Conclusão — O Sul sob ameaça
O SOUTHDEC 2025 em Buenos Aires não foi apenas mais um encontro militar de rotina. Ele expôs de forma clara a ofensiva coordenada de Washington e seus aliados atlânticos para transformar o Cone Sul em um corredor estratégico controlado de fora para dentro. A presença do Comando Sul, a participação de observadores da OTAN e o alinhamento incondicional do governo Milei criam um cenário em que a América do Sul deixa de ser tratada como um bloco autônomo e passa a ser enquadrada como zona de influência direta dos interesses norte-atlânticos.
As declarações intervencionistas de Peter Lamelas, futuro embaixador dos EUA em Buenos Aires, apenas completam o quadro. Ao desqualificar governadores, questionar a soberania argentina e se colocar como tutor político, ele revela a face diplomática e cultural da mesma engrenagem que o SOUTHCOM apresenta como “cooperação militar”. São faces distintas de uma mesma guerra híbrida, onde a força bruta, a diplomacia agressiva e a propaganda institucional se entrelaçam para enfraquecer a autonomia dos povos do Sul.
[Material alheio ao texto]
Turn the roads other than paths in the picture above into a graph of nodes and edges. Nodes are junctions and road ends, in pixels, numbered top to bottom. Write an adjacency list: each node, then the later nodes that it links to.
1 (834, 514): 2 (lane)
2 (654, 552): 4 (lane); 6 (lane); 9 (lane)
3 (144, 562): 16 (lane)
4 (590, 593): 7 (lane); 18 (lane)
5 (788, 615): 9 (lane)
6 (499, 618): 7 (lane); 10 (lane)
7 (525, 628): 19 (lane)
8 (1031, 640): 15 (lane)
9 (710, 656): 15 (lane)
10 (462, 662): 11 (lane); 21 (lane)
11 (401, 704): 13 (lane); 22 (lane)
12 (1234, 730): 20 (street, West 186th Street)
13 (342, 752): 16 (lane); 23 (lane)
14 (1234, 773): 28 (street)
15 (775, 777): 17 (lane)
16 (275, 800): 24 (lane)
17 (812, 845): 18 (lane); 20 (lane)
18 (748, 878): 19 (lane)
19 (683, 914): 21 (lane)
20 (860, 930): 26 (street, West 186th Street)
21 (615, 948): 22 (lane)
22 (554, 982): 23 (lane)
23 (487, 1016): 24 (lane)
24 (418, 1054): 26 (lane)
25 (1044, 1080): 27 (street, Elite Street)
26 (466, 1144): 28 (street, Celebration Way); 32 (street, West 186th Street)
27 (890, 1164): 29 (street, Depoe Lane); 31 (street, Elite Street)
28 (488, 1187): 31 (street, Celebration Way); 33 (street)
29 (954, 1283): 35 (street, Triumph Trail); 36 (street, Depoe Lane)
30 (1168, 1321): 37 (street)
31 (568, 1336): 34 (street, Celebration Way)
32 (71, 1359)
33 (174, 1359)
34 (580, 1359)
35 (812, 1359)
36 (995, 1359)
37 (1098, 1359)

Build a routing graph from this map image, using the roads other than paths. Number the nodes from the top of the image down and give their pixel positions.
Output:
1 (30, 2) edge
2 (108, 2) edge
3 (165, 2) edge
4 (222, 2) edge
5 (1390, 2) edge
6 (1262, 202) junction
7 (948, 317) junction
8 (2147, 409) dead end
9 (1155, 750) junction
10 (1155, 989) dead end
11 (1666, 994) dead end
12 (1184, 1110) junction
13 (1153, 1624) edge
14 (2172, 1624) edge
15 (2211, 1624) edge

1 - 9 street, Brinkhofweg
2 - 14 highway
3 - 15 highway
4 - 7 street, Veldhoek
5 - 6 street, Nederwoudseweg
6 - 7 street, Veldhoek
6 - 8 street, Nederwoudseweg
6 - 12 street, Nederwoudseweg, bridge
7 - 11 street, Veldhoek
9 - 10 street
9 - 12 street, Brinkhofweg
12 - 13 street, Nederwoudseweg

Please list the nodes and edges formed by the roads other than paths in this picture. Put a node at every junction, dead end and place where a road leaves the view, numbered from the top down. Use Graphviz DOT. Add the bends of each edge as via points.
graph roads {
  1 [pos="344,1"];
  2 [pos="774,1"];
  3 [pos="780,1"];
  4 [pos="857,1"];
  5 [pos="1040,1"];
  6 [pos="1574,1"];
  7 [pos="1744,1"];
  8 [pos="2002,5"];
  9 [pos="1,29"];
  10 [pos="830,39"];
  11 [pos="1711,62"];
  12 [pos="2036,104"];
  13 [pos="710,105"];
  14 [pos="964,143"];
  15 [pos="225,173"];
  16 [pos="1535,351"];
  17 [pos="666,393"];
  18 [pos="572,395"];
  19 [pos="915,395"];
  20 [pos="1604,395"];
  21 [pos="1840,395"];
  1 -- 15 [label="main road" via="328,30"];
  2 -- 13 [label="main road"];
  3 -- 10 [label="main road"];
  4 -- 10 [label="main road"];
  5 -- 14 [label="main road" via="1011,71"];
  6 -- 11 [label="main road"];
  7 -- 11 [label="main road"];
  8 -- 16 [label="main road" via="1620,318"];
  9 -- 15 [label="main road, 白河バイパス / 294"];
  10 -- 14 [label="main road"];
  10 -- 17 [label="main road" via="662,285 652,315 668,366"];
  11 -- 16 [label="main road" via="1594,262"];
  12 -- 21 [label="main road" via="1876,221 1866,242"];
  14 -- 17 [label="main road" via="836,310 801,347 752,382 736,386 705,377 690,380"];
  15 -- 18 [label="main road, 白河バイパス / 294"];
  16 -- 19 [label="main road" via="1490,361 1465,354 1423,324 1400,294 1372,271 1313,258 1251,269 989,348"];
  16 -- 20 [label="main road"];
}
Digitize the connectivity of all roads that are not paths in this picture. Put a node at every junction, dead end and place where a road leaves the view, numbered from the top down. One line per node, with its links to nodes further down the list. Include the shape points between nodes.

Para o Brasil, a mensagem é inequívoca. O país é o principal alvo dessa arquitetura: seja pelo seu peso econômico, seja por sua capacidade de articular alternativas de soberania. O SOUTHDEC, realizado no coração de um governo alinhado como o de Milei, deve ser entendido como recado e alerta. Quem não se submeter à lógica atlântica será cercado por narrativas de incapacidade, por pressões diplomáticas e por uma presença militar que se expande sob a máscara da cooperação.
O Sul está sob ameaça. O que se desenrola hoje em Buenos Aires é um movimento estratégico poderoso, que ultrapassa fronteiras nacionais e projeta uma sombra longa sobre o futuro da região. Cabe às sociedades latino-americanas compreender que a guerra híbrida não se anuncia com tanques atravessando fronteiras, mas com discursos, tratados, conferências e sites oficiais que naturalizam a subordinação. E cabe aos povos do Sul decidir se aceitarão essa tutela disfarçada de cooperação ou se resistirão em nome da soberania e da dignidade.